Saturday, April 9, 2011

Nada é o que parece


O nosso encontro já estava marcado, vida após vida. Dizem que quando você encontra seu mestre e ele aceita te ensinar o caminho do meio, ele nunca mais desiste de você, e vida após vida ele te encontra, seja quando for, seja onde estiver. Comigo foi assim...
Era o inverno de 2010, muito frio em Nova Iorque. Eu andava inquieto, irritado com a baixa temperatura na cidade, insatisfeito com a minha vida, meio de saco cheio. Preciso fazer algo a respeito, pensava. Resolvi começar a praticar meditação.
Comecei a frequentar as aulas semanais com Sharon Salzberg no House of Tibet. Um mundo novo se abriu. Comprei livros sobre budismo, descobri que Dalai Lama estaria conduzindo um curso no Radio City Music Hall em Maio, e através das aulas de meditação pude ver que a minha mente era o verdadeiro samba do criolo doido. Mil pensamentos se formavam o tempo todo e eu os seguia, esses pensamentos geravam sentimentos e outros pensamentos. A mente não se aquietava. Não era à toa que me sentia esgotado... Com o tempo, aprendi a ver como se formavam e desintegravam os pensamentos. E que eles não tinham qualquer solidez, substância. Seguia as instruções da Sharon, quando os pensamentos apareciam eu os observava, mas evitava seguí-los. Aí a mágica acontecia. Eles desapareciam e não demorava muito para outros aparecerem. Não julgue ou condene seus pensamentos, dizia Sharon. Apenas observe, calmamente. Santo remédio esse de olhar sem julgar!!!
Sharon avisava, preste atenção nesse espaço entre os pensamentos.
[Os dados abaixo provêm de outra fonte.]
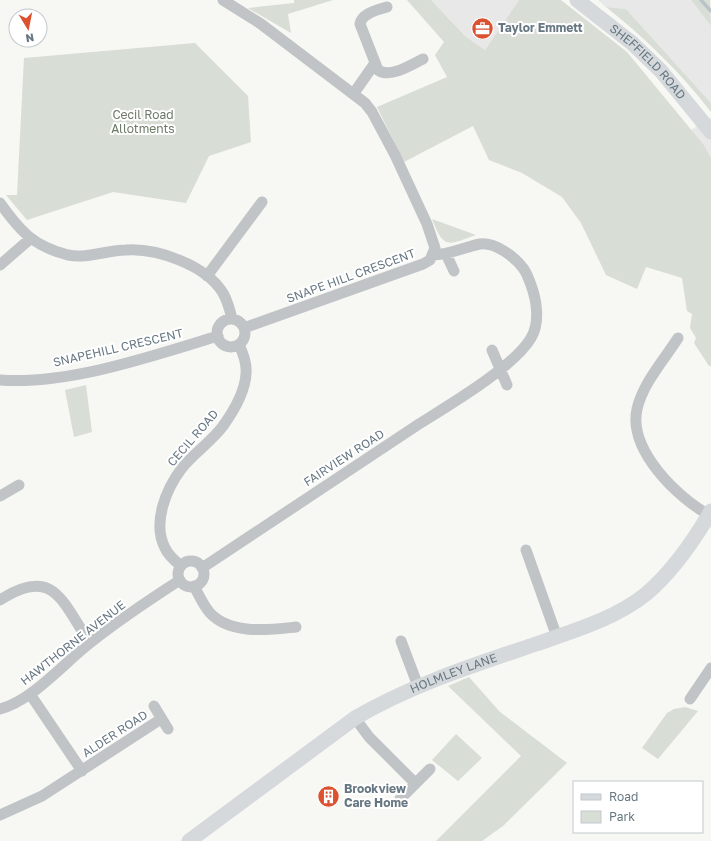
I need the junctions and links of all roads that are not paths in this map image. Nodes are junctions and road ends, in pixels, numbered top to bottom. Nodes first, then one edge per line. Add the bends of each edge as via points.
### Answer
1 (223, 0) edge
2 (577, 0) edge
3 (387, 6) dead end
4 (423, 59) dead end
5 (375, 63) junction
6 (354, 93) junction
7 (711, 132) edge
8 (0, 202) edge
9 (262, 202) dead end
10 (30, 239) junction
11 (446, 254) junction
12 (433, 255) junction
13 (0, 265) edge
14 (454, 271) dead end
15 (207, 276) junction
16 (232, 319) junction
17 (244, 328) junction
18 (218, 336) junction
19 (678, 338) dead end
20 (239, 344) junction
21 (492, 350) dead end
22 (499, 369) junction
23 (0, 380) edge
24 (507, 385) dead end
25 (19, 485) dead end
26 (0, 496) edge
27 (710, 513) edge
28 (526, 550) dead end
29 (181, 566) junction
30 (202, 568) junction
31 (180, 580) junction
32 (194, 586) junction
33 (0, 600) edge
34 (296, 628) dead end
35 (557, 636) junction
36 (401, 641) dead end
37 (90, 643) junction
38 (711, 668) edge
39 (418, 686) junction
40 (30, 694) junction
41 (690, 700) dead end
42 (154, 706) dead end
43 (0, 709) edge
44 (355, 718) junction
45 (161, 719) junction
46 (168, 729) dead end
47 (430, 769) dead end
48 (82, 771) junction
49 (415, 783) junction
50 (400, 799) dead end
51 (0, 815) edge
52 (190, 841) edge

1 - 6 street, SNAPE HILL CRESCENT via 261,24
2 - 7 main road, SHEFFIELD ROAD via 632,43 656,67
3 - 5 street via 365,16 360,24
4 - 5 street via 387,73 381,73
5 - 6 street
6 - 12 street, SNAPE HILL CRESCENT via 372,112 395,155 431,234 435,248
8 - 10 street
9 - 15 street
10 - 13 street
10 - 15 street via 69,255 81,256 127,250 151,252 189,264
11 - 12 street, FAIRVIEW ROAD
11 - 14 street
11 - 22 street, FAIRVIEW ROAD via 482,244 505,252 525,270 532,288 536,323 532,337 523,350
12 - 17 street, SNAPE HILL CRESCENT via 423,264
15 - 16 street via 222,292
16 - 17 street via 240,322
16 - 18 street via 221,324
17 - 20 street via 244,337
18 - 20 street via 227,346
18 - 23 street, SNAPEHILL CRESCENT via 85,372 32,380
19 - 27 street via 643,394 636,426 644,450 663,476 682,498
20 - 29 street, CECIL ROAD via 246,364 246,375 232,412 222,428 182,468 169,488 162,508 162,540 165,549
21 - 22 street
22 - 24 street
22 - 30 street, FAIRVIEW ROAD via 475,388
25 - 26 street
27 - 35 main road, HOLMLEY LANE via 683,555 645,595 607,617
28 - 35 street
29 - 30 street via 192,561
29 - 31 street via 178,573
30 - 32 street via 203,579
31 - 32 street via 186,586
31 - 37 street, HAWTHORNE AVENUE
32 - 34 street via 210,613 231,625 260,630
33 - 37 street via 22,587 33,585 50,589 58,596
35 - 39 main road, HOLMLEY LANE
36 - 39 street
37 - 40 street, HAWTHORNE AVENUE
38 - 41 street
39 - 44 main road, HOLMLEY LANE
40 - 43 street, HAWTHORNE AVENUE
40 - 48 street
42 - 45 street, ALDER ROAD
44 - 49 street via 369,737
44 - 52 main road, HOLMLEY LANE
45 - 46 street, ALDER ROAD
45 - 48 street, ALDER ROAD
47 - 49 street
48 - 51 street, ALDER ROAD via 42,796
49 - 50 street

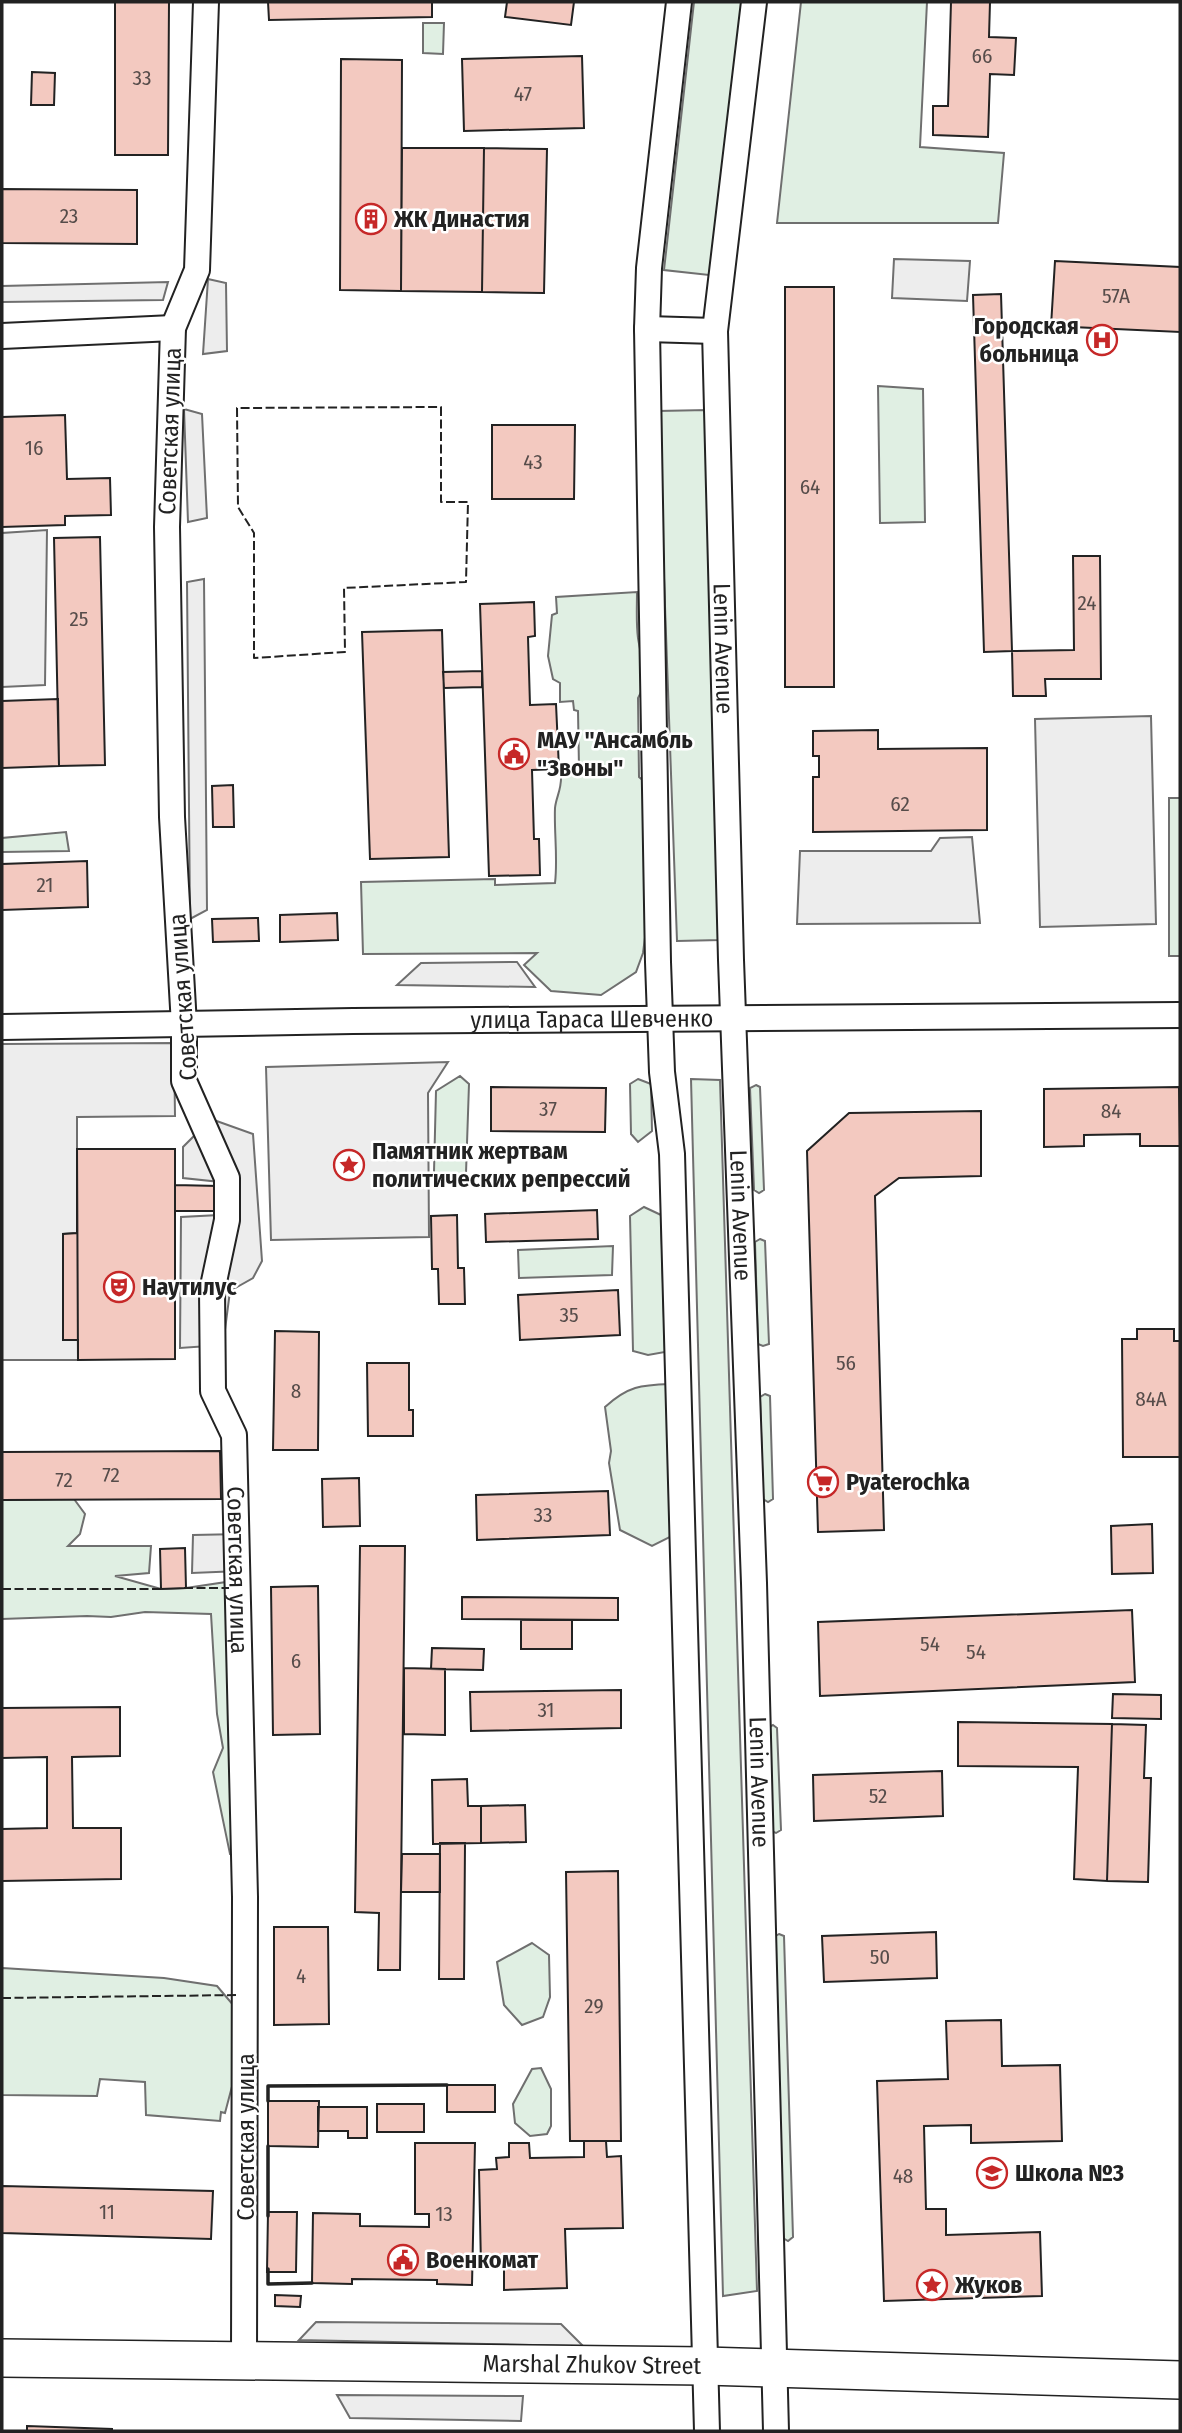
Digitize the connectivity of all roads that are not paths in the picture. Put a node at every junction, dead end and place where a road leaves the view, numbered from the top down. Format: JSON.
{"nodes":[{"id":1,"x":206,"y":2,"type":"edge"},
{"id":2,"x":679,"y":2,"type":"edge"},
{"id":3,"x":754,"y":2,"type":"edge"},
{"id":4,"x":173,"y":328,"type":"junction"},
{"id":5,"x":647,"y":330,"type":"junction"},
{"id":6,"x":715,"y":331,"type":"junction"},
{"id":7,"x":2,"y":336,"type":"edge"},
{"id":8,"x":1180,"y":1015,"type":"edge"},
{"id":9,"x":733,"y":1020,"type":"junction"},
{"id":10,"x":661,"y":1021,"type":"junction"},
{"id":11,"x":184,"y":1025,"type":"junction"},
{"id":12,"x":2,"y":1027,"type":"edge"},
{"id":13,"x":2,"y":2358,"type":"edge"},
{"id":14,"x":244,"y":2362,"type":"junction"},
{"id":15,"x":705,"y":2366,"type":"junction"},
{"id":16,"x":775,"y":2367,"type":"junction"},
{"id":17,"x":1180,"y":2380,"type":"edge"},
{"id":18,"x":707,"y":2431,"type":"edge"},
{"id":19,"x":776,"y":2431,"type":"edge"}],
"edges":[{"from":1,"to":4,"type":"street","name":"Советская улица"},
{"from":2,"to":5,"type":"street"},
{"from":3,"to":6,"type":"street","name":"Lenin Avenue"},
{"from":4,"to":7,"type":"street"},
{"from":4,"to":11,"type":"street","name":"Советская улица"},
{"from":5,"to":6,"type":"street"},
{"from":5,"to":10,"type":"street"},
{"from":6,"to":9,"type":"street","name":"Lenin Avenue"},
{"from":8,"to":9,"type":"street","name":"улица Тараса Шевченко"},
{"from":9,"to":10,"type":"street","name":"улица Тараса Шевченко"},
{"from":9,"to":16,"type":"street","name":"Lenin Avenue"},
{"from":10,"to":11,"type":"street","name":"улица Тараса Шевченко"},
{"from":10,"to":15,"type":"street"},
{"from":11,"to":12,"type":"street","name":"улица Тараса Шевченко"},
{"from":11,"to":14,"type":"street","name":"Советская улица"},
{"from":13,"to":14,"type":"main road","name":"Marshal Zhukov Street"},
{"from":14,"to":15,"type":"main road","name":"Marshal Zhukov Street"},
{"from":15,"to":16,"type":"main road","name":"Marshal Zhukov Street"},
{"from":15,"to":18,"type":"street"},
{"from":16,"to":17,"type":"main road","name":"Marshal Zhukov Street"},
{"from":16,"to":19,"type":"street","name":"Lenin Avenue"}]}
Esse vazio. Ah, esse vazio é mágico. Mas esse é assunto pra outro post.
Bom, numa desses noites de terça-feira eu vi um anúncio sobre a visita de Dalai Lama. Vi que o Tibet Center era o centro que havia organizado a visita. Fucei no website deles e descobri que aulas sobre budismo eram proferidas nas segundas-feiras. E lá fui eu.
Era uma segunda-feira de Fevereiro. Cheguei pouco antes das sete horas. A classe em que teríamos aula estava fechada e tive que esperar na porta com um grupo de desconhecidos. Aí chegou ele, o professor: Nick Vreeland. Fiquei surpreso, pois esperava um monge tibetano de olhinhos puxados. Mas Nick era diferente, claro, ocidental, elegante, magro, vestido como um monge. Me olhou diretamente nos olhos e se apresentou. Senti que mais que um olhar era uma análise que fazia. Nas aulas observei que suas explicações sempre foram diretas, bem american way... tudo muito lógico. Ao nos explicar algum conceito ou ensinamento budista ele terminava dizendo: vocês não devem acreditar cegamente nos ensinamentos. Sempre há que analisar, e se o pensamento ou ensinamento demonstrar-se correto e coerente sob análise, aí sim adotá-lo. Caso contrário, ignore-o, independente de quem o diga. Análise lógica é importante, nada é o que aparenta ser...
Aprendi com ele que é fundamental ir além da aparência. Ir além, totalmente além... Na vida, tudo é resultado de causas e condições. E os meus pensamentos e julgamentos vêm das minhas próprias experiências e atos. Concluo, então, que não tenho base sólida para julgar os outros e seus motivos sem uma profunda análise. Sei que no comportamento hostil há sofrimento, desejos, sonhos não realizados, frustrações, um entendimento do eu separado do outro, etc. Ao ver esse quadro, compaixão é a resposta que parece levar a resolução do problema.
E com tranquilidade me lembro que nada é permanente, que eu vou colher o que planto nesse momento, que estamos todos sofrendo, que no dia a dia muita vezes tomamos a ilusão dos nossos pensamentos, opiniões, julgamentos por realidade nos levando a tomar medidas equivocadas e que a vida é muito curta para perder tempo reclamando ou brigando com outros. Sem esquecer que na realidade o ganho nunca é definitivo e o mesmo é verdade para a perda.
Hoje estou em um estado novo, curioso de si mesmo, íntimo e pessoal a ponto de não poder descrevê-lo. É um estado de aprendizado profundo que vai além do racional. Uma experiência que há de vivê-la para entendê-la. Sei que não existo independentemente nesse mundo, estou no meio de uma teia que se liga a todas outras, que o bem e o mal não existem separadamente. Na realidade tudo é bem diferente do que parece aos nossos olhos. Pouco a pouco outros olhos vão se abrindo como o de um recém nascido e a realidade parece muito mais brilhante e interessante do que jamais foi.